# Deterministic RIP matrices: Breaking the square-root bottleneck, II

In my previous blog entry, I kicked off an online project to make progress on the deterministic RIP matrix problem by optimizing the analysis in a breakthrough paper by Bourgain et al. Since then, I launched a wiki to maintain a “scoreboard” of world records for this problem, and Afonso Bandeira made his own contribution to the project. The purpose of this entry is to introduce some additive combinatorics and to develop some understanding of how they are leveraged to prove RIP for a particular matrix construction. While this entry does not immediately produce a new world record, it does optimize the analysis of Corollaries 3 and 4 of the paper. I plan to generalize Lemmas 9 and 10 in a future blog post, which will lead to an explicit optimization problem that incorporates the work in this entry (and a new world record, hopefully).

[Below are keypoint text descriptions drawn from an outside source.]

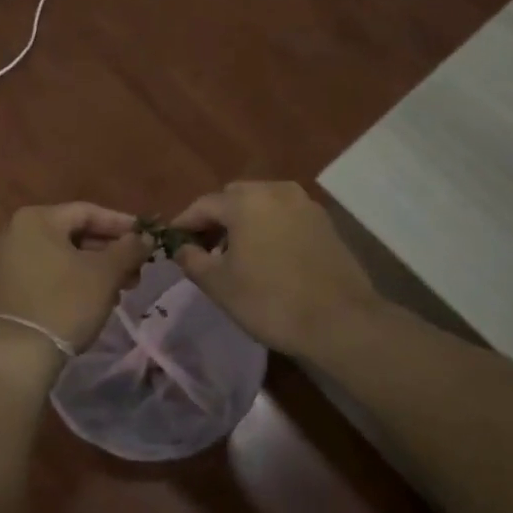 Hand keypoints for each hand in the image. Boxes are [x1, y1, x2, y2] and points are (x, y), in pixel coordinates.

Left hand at [0, 203, 148, 355]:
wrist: (19, 354)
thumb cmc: (65, 303)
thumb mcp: (105, 273)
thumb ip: (129, 249)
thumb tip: (146, 237)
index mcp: (37, 219)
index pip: (88, 212)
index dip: (122, 224)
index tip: (148, 238)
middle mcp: (18, 231)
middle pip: (76, 233)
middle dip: (111, 251)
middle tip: (138, 269)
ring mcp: (10, 259)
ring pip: (65, 254)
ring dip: (97, 268)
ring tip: (124, 288)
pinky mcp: (11, 284)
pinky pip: (51, 271)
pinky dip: (76, 279)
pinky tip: (99, 297)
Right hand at [172, 181, 380, 357]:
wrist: (340, 321)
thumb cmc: (270, 301)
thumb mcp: (219, 285)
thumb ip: (192, 260)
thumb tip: (181, 247)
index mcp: (246, 201)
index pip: (204, 205)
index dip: (184, 223)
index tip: (172, 242)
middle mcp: (276, 191)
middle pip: (234, 198)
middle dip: (216, 219)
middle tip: (205, 249)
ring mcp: (305, 205)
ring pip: (262, 204)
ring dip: (244, 222)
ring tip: (236, 255)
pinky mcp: (325, 223)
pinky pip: (285, 216)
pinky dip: (270, 228)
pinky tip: (268, 257) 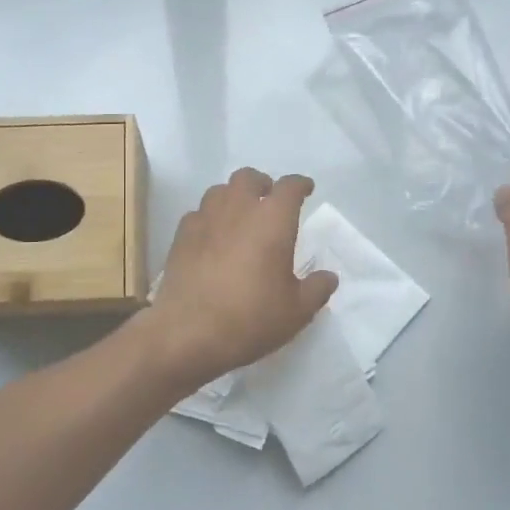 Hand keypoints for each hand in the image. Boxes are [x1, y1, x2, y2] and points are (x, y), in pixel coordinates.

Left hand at [141, 168, 338, 387]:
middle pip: (249, 178)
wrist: (188, 332)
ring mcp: (205, 219)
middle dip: (262, 184)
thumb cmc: (251, 318)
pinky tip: (212, 238)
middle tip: (269, 202)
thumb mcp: (297, 311)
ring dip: (233, 198)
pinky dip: (209, 218)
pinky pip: (198, 214)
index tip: (306, 189)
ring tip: (240, 217)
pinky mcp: (181, 236)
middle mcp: (238, 209)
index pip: (290, 187)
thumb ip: (317, 289)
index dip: (300, 185)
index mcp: (272, 220)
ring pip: (220, 191)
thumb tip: (328, 277) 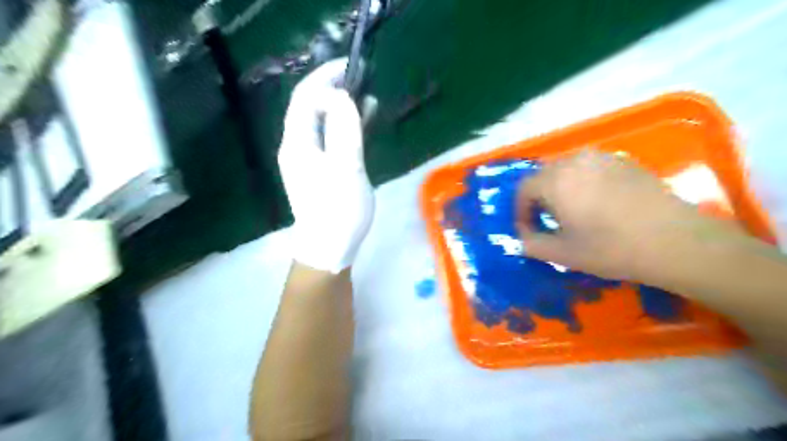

— A brief introduction to additive combinatorics —

In this section, we briefly detail some key ideas from additive combinatorics. Given an additive group $G$ and finite sets $A,B\subseteq G$, we can define the sumset

$A+B:=\{a+b:a\in A,~b\in B\}$,

the difference set

$A-B:=\{a-b:a\in A,~b\in B\}$

(not to be confused with a difference set), and the additive energy

$E(A,B):=\#\big\{(a_1,a_2,b_1,b_2)\in A^2\times B^2:a_1+b_1=a_2+b_2\big\}$.

These definitions are useful in quantifying the additive structure of a set. In particular, consider the following:

Lemma. A nonempty subset $A$ of some additive group $G$ satisfies the following inequalities:

(i) $|A+A|\geq|A|$

(ii) $|A-A|\geq|A|$

(iii) $E(A,A)\leq|A|^3$

with equality precisely when $A$ is a translate of some subgroup of $G$.

Proof: For (i), pick $a\in A$. Then $|A+A|\geq|A+a|=|A|$. Considering

$\displaystyle{A+A=\bigcup_{a\in A}(A+a)}$,

we have equality in (i) precisely when $A+A=A+a$ for every $a\in A$. Equivalently, given $a_0\in A$, then for every $a\in A$, addition by $a-a_0$ permutes the members of $A+a_0$. This is further equivalent to the following: Given $a_0\in A$, then for every $a\in A$, addition by $a-a_0$ permutes the members of $A-a_0$. It certainly suffices for $H:=A-a_0$ to be a group, and it is a simple exercise to verify that this is also necessary.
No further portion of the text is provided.